Justiça condena pastor e Comunidade Terapêutica por trabalho escravo e violações a dependentes químicos

Caso em Juiz de Fora se soma a um histórico de violações e desinformações sobre CTs já apurados por Bereia

A 4ª Vara do Trabalho de Juiz de Fora (MG) condenou a Comunidade Terapêutica Tenda do Encontro e seu dirigente, o pastor Vander Ribeiro Campos, ao pagamento de encargos trabalhistas e indenizações por danos morais a seis homens com dependência química que foram resgatados do local em condições análogas à escravidão. A decisão do juiz Luiz Olympio Brandão Vidal, publicada em maio de 2025, também determinou o pagamento de R$ 50 mil por danos morais coletivos ao Fundo de Direitos Difusos. O caso foi revelado pela Repórter Brasil.

Mesmo considerado incapaz para o trabalho por transtornos mentais causados pelo uso abusivo de drogas, um dos internos chegou a cumprir jornada diária de 12 horas como pedreiro e monitor de outros acolhidos, sem qualquer contrato formal, salário ou proteção. A fiscalização do Ministério do Trabalho e Emprego encontrou a entidade em situação precária: trabalho forçado sem equipamentos de proteção, alimentação vencida, ausência de prontuários médicos e ambiente insalubre, com água retirada de cisterna contaminada.

A Tenda do Encontro chegou a ser credenciada em junho de 2024 pelo Ministério do Desenvolvimento Social para receber recursos públicos, mas foi descredenciada dias depois, após questionamento do Mecanismo Nacional de Prevenção e Combate à Tortura (MNPCT). Ainda assim, o caso evidencia um padrão recorrente de violação de direitos associado à atuação de lideranças religiosas à frente de comunidades terapêuticas no país.

Foto: Reprodução/MTE

Padrão de violência e negligência se repete

O caso do pastor Vander Campos não é isolado. Em 2023, Bereia já havia revelado o envolvimento do casal de pastores da Igreja Batista Nova Vida de Anápolis (GO) Ângelo Mário Klaus Júnior e Suelen Klaus na administração de duas CTs onde foram resgatadas quase cem pessoas mantidas sob tortura, sedação, desnutrição e cárcere privado, incluindo um adolescente de 14 anos, idosos e pessoas com deficiência.

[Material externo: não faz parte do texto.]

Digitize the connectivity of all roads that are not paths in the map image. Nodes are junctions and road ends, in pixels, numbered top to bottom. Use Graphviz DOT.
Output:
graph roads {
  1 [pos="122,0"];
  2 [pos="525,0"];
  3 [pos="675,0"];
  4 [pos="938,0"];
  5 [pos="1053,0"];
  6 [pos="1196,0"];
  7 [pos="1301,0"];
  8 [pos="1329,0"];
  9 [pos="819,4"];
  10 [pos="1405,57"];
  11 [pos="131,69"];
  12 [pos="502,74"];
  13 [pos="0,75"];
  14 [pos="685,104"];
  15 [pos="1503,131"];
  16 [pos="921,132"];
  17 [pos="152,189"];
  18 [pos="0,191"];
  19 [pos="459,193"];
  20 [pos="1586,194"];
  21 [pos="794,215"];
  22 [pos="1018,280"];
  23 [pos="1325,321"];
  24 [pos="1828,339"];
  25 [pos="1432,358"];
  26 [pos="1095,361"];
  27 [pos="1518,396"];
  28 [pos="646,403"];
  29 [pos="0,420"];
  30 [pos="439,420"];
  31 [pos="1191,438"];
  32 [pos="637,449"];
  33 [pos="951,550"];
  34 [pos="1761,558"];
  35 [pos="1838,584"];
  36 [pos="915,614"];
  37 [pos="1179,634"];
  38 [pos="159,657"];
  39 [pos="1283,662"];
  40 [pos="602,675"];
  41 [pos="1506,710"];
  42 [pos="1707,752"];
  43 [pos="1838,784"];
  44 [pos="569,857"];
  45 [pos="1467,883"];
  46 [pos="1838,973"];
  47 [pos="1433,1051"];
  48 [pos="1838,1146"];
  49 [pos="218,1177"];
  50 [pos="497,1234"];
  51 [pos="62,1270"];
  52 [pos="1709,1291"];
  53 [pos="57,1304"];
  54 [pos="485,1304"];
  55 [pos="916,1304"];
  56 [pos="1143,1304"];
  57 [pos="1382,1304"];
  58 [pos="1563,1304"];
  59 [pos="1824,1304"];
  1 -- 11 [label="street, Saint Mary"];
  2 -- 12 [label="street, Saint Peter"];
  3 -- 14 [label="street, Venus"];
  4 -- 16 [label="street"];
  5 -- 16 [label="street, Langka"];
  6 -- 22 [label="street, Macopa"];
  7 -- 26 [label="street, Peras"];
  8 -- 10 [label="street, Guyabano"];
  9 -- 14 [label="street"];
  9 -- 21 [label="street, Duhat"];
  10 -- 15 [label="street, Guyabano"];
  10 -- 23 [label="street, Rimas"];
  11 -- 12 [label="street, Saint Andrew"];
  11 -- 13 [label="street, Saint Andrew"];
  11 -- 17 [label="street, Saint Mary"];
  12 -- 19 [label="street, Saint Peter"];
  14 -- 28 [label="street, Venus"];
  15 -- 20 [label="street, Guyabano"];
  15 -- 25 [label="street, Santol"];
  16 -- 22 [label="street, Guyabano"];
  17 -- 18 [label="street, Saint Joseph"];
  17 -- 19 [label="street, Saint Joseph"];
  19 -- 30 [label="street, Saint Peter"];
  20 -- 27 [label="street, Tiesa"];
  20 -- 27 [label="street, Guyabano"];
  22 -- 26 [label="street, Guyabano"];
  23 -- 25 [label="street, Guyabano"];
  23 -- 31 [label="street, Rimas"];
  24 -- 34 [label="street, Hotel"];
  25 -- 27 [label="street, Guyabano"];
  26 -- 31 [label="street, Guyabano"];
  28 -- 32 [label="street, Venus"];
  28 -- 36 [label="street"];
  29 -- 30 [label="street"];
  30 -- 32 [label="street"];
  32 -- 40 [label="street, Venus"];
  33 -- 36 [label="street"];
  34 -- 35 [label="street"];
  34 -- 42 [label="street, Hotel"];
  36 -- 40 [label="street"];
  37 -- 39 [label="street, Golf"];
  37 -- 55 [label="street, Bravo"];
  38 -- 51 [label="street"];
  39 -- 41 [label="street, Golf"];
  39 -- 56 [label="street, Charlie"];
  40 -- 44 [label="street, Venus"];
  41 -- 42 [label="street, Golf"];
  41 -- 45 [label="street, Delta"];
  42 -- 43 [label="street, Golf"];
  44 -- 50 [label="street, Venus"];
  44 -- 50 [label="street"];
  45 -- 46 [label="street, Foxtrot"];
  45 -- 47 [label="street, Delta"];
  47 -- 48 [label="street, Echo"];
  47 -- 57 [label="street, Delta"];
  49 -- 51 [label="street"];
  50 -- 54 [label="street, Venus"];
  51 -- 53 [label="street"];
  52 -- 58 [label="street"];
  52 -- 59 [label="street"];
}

À época, a pastora Suelen Klaus era funcionária comissionada da Prefeitura de Anápolis e chegou a ser presa. As vítimas, acolhidas pelos serviços públicos de saúde mental, relataram violência sistemática. Um dos sobreviventes classificou a clínica como “o pior lugar da minha vida”.

Narrativas distorcidas e uso político da fé

Além dos abusos físicos, as comunidades terapêuticas são tema frequente de campanhas de desinformação, especialmente em ambientes digitais ligados a grupos religiosos. Em abril de 2024, Bereia checou uma publicação enganosa do portal gospel Pleno.News na qual propagava que o governo Lula havia cortado recursos das CTs. 

Na realidade, o que ocorreu foi a publicação da Resolução 151/2024 do Conselho Nacional de Assistência Social (CNAS), que deixou de reconhecer automaticamente as CTs como entidades da assistência social vinculadas ao Sistema Único de Assistência Social (SUAS). A medida visava coibir irregularidades e garantir que apenas instituições que cumpram critérios técnicos possam receber repasses da assistência social. No entanto, os financiamentos continuam sendo feitos por outros canais, como o Departamento de Apoio às Comunidades Terapêuticas (DEPAD/MDS).

Uma política pública capturada?

As CTs passaram a receber grandes volumes de recursos públicos a partir de 2011, durante o governo Dilma Rousseff, com o programa “Crack, é possível vencer”, uma iniciativa conjunta dos ministérios da Justiça, da Saúde e do Desenvolvimento Social e Combate à Fome, além da Casa Civil e da Secretaria de Direitos Humanos. Porém,foi durante o governo Jair Bolsonaro que ganharam um novo status. O Decreto nº 9.761/2019 retirou o foco da redução de danos e na reinserção social e passou a priorizar a abstinência via isolamento, muitas vezes em entidades com orientação religiosa.

Segundo estudo do Cebrap e da ONG Conectas, o repasse federal às CTs saltou de R$ 39 milhões em 2018 para mais de R$ 100 milhões em 2019. Ao mesmo tempo, o número de denúncias também cresceu. Relatórios do Ministério Público Federal (2018) e do MNPCT/UnB (2024) identificaram violações de direitos humanos em todas as CTs fiscalizadas, como tortura, trabalho forçado e proselitismo religioso compulsório.